**TASK BRIEF:** Write out the listing below character for character, though without its pictures.

-- GIVEN ENTRIES follows --

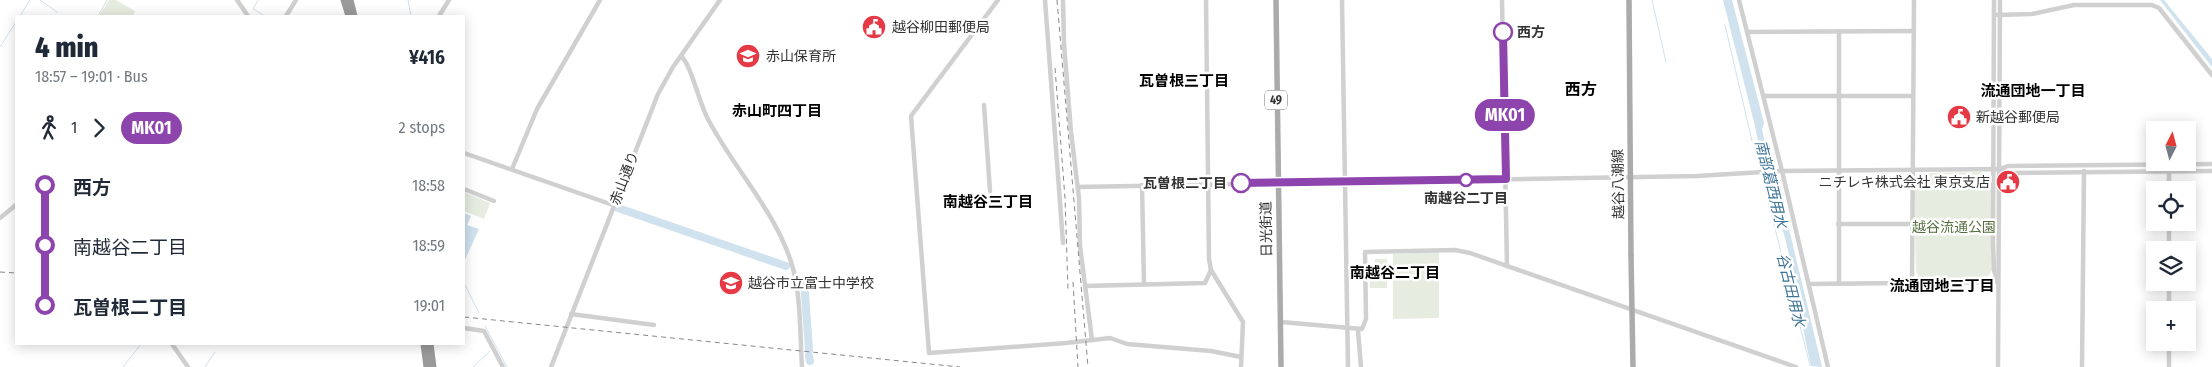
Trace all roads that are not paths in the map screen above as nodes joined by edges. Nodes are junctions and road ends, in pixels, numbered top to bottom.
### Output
1 (238, 0) edge
2 (296, 0) edge
3 (344, 0) edge
4 (350, 0) edge
5 (448, 0) edge
6 (600, 0) edge
7 (720, 0) edge
8 (998, 0) edge
9 (1045, 0) edge
10 (1064, 0) edge
11 (1206, 0) edge
12 (1276, 0) edge
13 (1342, 0) edge
14 (1502, 0) edge
15 (1629, 0) edge
16 (1739, 0) edge
17 (1914, 0) edge
18 (1994, 0) edge
19 (2000, 0) edge
20 (247, 15) edge
21 (287, 15) edge
22 (349, 15) edge
23 (354, 15) edge
24 (440, 15) edge
25 (1994, 15) junction
26 (2000, 15) junction
27 (1839, 31) junction
28 (1914, 31) junction
29 (1747, 32) junction
30 (681, 56) junction
31 (2212, 75) edge
32 (1764, 96) junction
33 (1840, 96) junction
34 (1913, 96) junction
35 (984, 105) dead end
36 (465, 153) edge
37 (2196, 164) edge
38 (2212, 164) edge
39 (2146, 165) edge
40 (2084, 166) junction
41 (512, 169) junction
42 (1838, 170) junction
43 (1912, 170) junction
44 (1993, 170) junction
45 (2000, 170) junction
46 (1782, 171) junction
47 (2084, 172) junction
48 (2169, 172) junction
49 (2212, 172) edge
50 (1631, 177) junction
51 (1506, 179) junction
52 (2169, 181) edge
53 (1278, 182) junction
54 (1344, 182) junction
55 (1208, 184) junction
56 (1142, 186) junction
57 (1078, 187) junction
58 (465, 189) edge
59 (990, 191) dead end
60 (494, 201) dead end
61 (613, 205) junction
62 (15, 206) edge
63 (0, 218) edge
64 (1838, 224) junction
65 (1912, 224) junction
66 (1063, 244) dead end
67 (1507, 266) junction
68 (1211, 270) junction
69 (1998, 282) junction
70 (1912, 283) junction
71 (1144, 284) junction
72 (1809, 284) junction
73 (1839, 284) junction
74 (1084, 286) junction
75 (571, 314) junction
76 (1281, 322) junction
77 (654, 325) dead end
78 (465, 328) edge
79 (1347, 329) junction
80 (1358, 330) junction
81 (1092, 340) junction
82 (173, 345) edge
83 (424, 345) edge
84 (430, 345) edge
85 (2169, 351) edge
86 (1241, 357) junction
87 (188, 367) edge
88 (427, 367) edge
89 (433, 367) edge
90 (503, 367) edge
91 (551, 367) edge
92 (802, 367) edge
93 (1241, 367) edge
94 (1281, 367) edge
95 (1348, 367) edge
96 (1361, 367) edge
97 (1633, 367) edge
98 (1796, 367) edge
99 (1828, 367) edge
100 (1998, 367) edge
101 (2082, 367) edge
102 (2169, 367) edge

1 - 20 street
2 - 21 street
3 - 22 highway
4 - 23 highway
5 - 24 street
6 - 41 street
7 - 30 street, 赤山通り
8 - 81 street
9 - 66 street
10 - 57 street
11 - 55 street
12 - 53 main road, 日光街道 / 49
13 - 54 street
14 - 51 street
15 - 50 main road, 越谷八潮線
16 - 29 street
17 - 28 street
18 - 25 street
19 - 26 street
25 - 26 street
25 - 44 street
26 - 31 street
26 - 45 street
27 - 28 street
27 - 29 street
27 - 33 street
28 - 34 street
29 - 32 street
30 - 61 street, 赤山通り
30 - 92 street
32 - 33 street
32 - 46 street
33 - 34 street
33 - 42 street
34 - 43 street
35 - 59 street
36 - 41 street
37 - 38 street
39 - 40 street
40 - 45 street
40 - 47 street
41 - 61 street
42 - 43 street
42 - 46 street
42 - 64 street
43 - 44 street
43 - 65 street
44 - 45 street
44 - 69 street
45 - 47 street
45 - 69 street
46 - 50 street
46 - 72 street
47 - 48 street
47 - 101 street
48 - 49 street
48 - 52 street
50 - 51 street
50 - 97 main road, 越谷八潮線, bridge
51 - 54 street
51 - 67 street
53 - 54 street
53 - 55 street
53 - 76 main road, 日光街道 / 49
54 - 79 street
55 - 56 street
55 - 68 street
56 - 57 street
56 - 71 street
57 - 74 street
58 - 60 street
61 - 75 street, 赤山通り
62 - 63 street
64 - 65 street
64 - 73 street
65 - 70 street
67 - 80 street
67 - 98 street
68 - 71 street
68 - 86 street
69 - 70 street
69 - 100 street
70 - 73 street
71 - 74 street
72 - 73 street
72 - 99 street
74 - 81 street
75 - 77 street
75 - 91 street, 赤山通り
76 - 79 street
76 - 94 main road, 日光街道 / 49
78 - 90 street
79 - 80 street
79 - 95 street
80 - 96 street
81 - 86 street
82 - 87 street
83 - 88 highway
84 - 89 highway
85 - 102 street
86 - 93 street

-- GIVEN ENTRIES concluded --

**COMPLETED EXERCISE:**
Trace all roads that are not paths in the map screen above as nodes joined by edges. Nodes are junctions and road ends, in pixels, numbered top to bottom.
### Output
1 (238, 0) edge
2 (296, 0) edge
3 (344, 0) edge
4 (350, 0) edge
5 (448, 0) edge
6 (600, 0) edge
7 (720, 0) edge
8 (998, 0) edge
9 (1045, 0) edge
10 (1064, 0) edge
11 (1206, 0) edge
12 (1276, 0) edge
13 (1342, 0) edge
14 (1502, 0) edge
15 (1629, 0) edge
16 (1739, 0) edge
17 (1914, 0) edge
18 (1994, 0) edge
19 (2000, 0) edge
20 (247, 15) edge
21 (287, 15) edge
22 (349, 15) edge
23 (354, 15) edge
24 (440, 15) edge
25 (1994, 15) junction
26 (2000, 15) junction
27 (1839, 31) junction
28 (1914, 31) junction
29 (1747, 32) junction
30 (681, 56) junction
31 (2212, 75) edge
32 (1764, 96) junction
33 (1840, 96) junction
34 (1913, 96) junction
35 (984, 105) dead end
36 (465, 153) edge
37 (2196, 164) edge
38 (2212, 164) edge
39 (2146, 165) edge
40 (2084, 166) junction
41 (512, 169) junction
42 (1838, 170) junction
43 (1912, 170) junction
44 (1993, 170) junction
45 (2000, 170) junction
46 (1782, 171) junction
47 (2084, 172) junction
48 (2169, 172) junction
49 (2212, 172) edge
50 (1631, 177) junction
51 (1506, 179) junction
52 (2169, 181) edge
53 (1278, 182) junction
54 (1344, 182) junction
55 (1208, 184) junction
56 (1142, 186) junction
57 (1078, 187) junction
58 (465, 189) edge
59 (990, 191) dead end
60 (494, 201) dead end
61 (613, 205) junction
62 (15, 206) edge
63 (0, 218) edge
64 (1838, 224) junction
65 (1912, 224) junction
66 (1063, 244) dead end
67 (1507, 266) junction
68 (1211, 270) junction
69 (1998, 282) junction
70 (1912, 283) junction
71 (1144, 284) junction
72 (1809, 284) junction
73 (1839, 284) junction
74 (1084, 286) junction
75 (571, 314) junction
76 (1281, 322) junction
77 (654, 325) dead end
78 (465, 328) edge
79 (1347, 329) junction
80 (1358, 330) junction
81 (1092, 340) junction
82 (173, 345) edge
83 (424, 345) edge
84 (430, 345) edge
85 (2169, 351) edge
86 (1241, 357) junction
87 (188, 367) edge
88 (427, 367) edge
89 (433, 367) edge
90 (503, 367) edge
91 (551, 367) edge
92 (802, 367) edge
93 (1241, 367) edge
94 (1281, 367) edge
95 (1348, 367) edge
96 (1361, 367) edge
97 (1633, 367) edge
98 (1796, 367) edge
99 (1828, 367) edge
100 (1998, 367) edge
101 (2082, 367) edge
102 (2169, 367) edge

1 - 20 street
2 - 21 street
3 - 22 highway
4 - 23 highway
5 - 24 street
6 - 41 street
7 - 30 street, 赤山通り
8 - 81 street
9 - 66 street
10 - 57 street
11 - 55 street
12 - 53 main road, 日光街道 / 49
13 - 54 street
14 - 51 street
15 - 50 main road, 越谷八潮線
16 - 29 street
17 - 28 street
18 - 25 street
19 - 26 street
25 - 26 street
25 - 44 street
26 - 31 street
26 - 45 street
27 - 28 street
27 - 29 street
27 - 33 street
28 - 34 street
29 - 32 street
30 - 61 street, 赤山通り
30 - 92 street
32 - 33 street
32 - 46 street
33 - 34 street
33 - 42 street
34 - 43 street
35 - 59 street
36 - 41 street
37 - 38 street
39 - 40 street
40 - 45 street
40 - 47 street
41 - 61 street
42 - 43 street
42 - 46 street
42 - 64 street
43 - 44 street
43 - 65 street
44 - 45 street
44 - 69 street
45 - 47 street
45 - 69 street
46 - 50 street
46 - 72 street
47 - 48 street
47 - 101 street
48 - 49 street
48 - 52 street
50 - 51 street
50 - 97 main road, 越谷八潮線, bridge
51 - 54 street
51 - 67 street
53 - 54 street
53 - 55 street
53 - 76 main road, 日光街道 / 49
54 - 79 street
55 - 56 street
55 - 68 street
56 - 57 street
56 - 71 street
57 - 74 street
58 - 60 street
61 - 75 street, 赤山通り
62 - 63 street
64 - 65 street
64 - 73 street
65 - 70 street
67 - 80 street
67 - 98 street
68 - 71 street
68 - 86 street
69 - 70 street
69 - 100 street
70 - 73 street
71 - 74 street
72 - 73 street
72 - 99 street
74 - 81 street
75 - 77 street
75 - 91 street, 赤山通り
76 - 79 street
76 - 94 main road, 日光街道 / 49
78 - 90 street
79 - 80 street
79 - 95 street
80 - 96 street
81 - 86 street
82 - 87 street
83 - 88 highway
84 - 89 highway
85 - 102 street
86 - 93 street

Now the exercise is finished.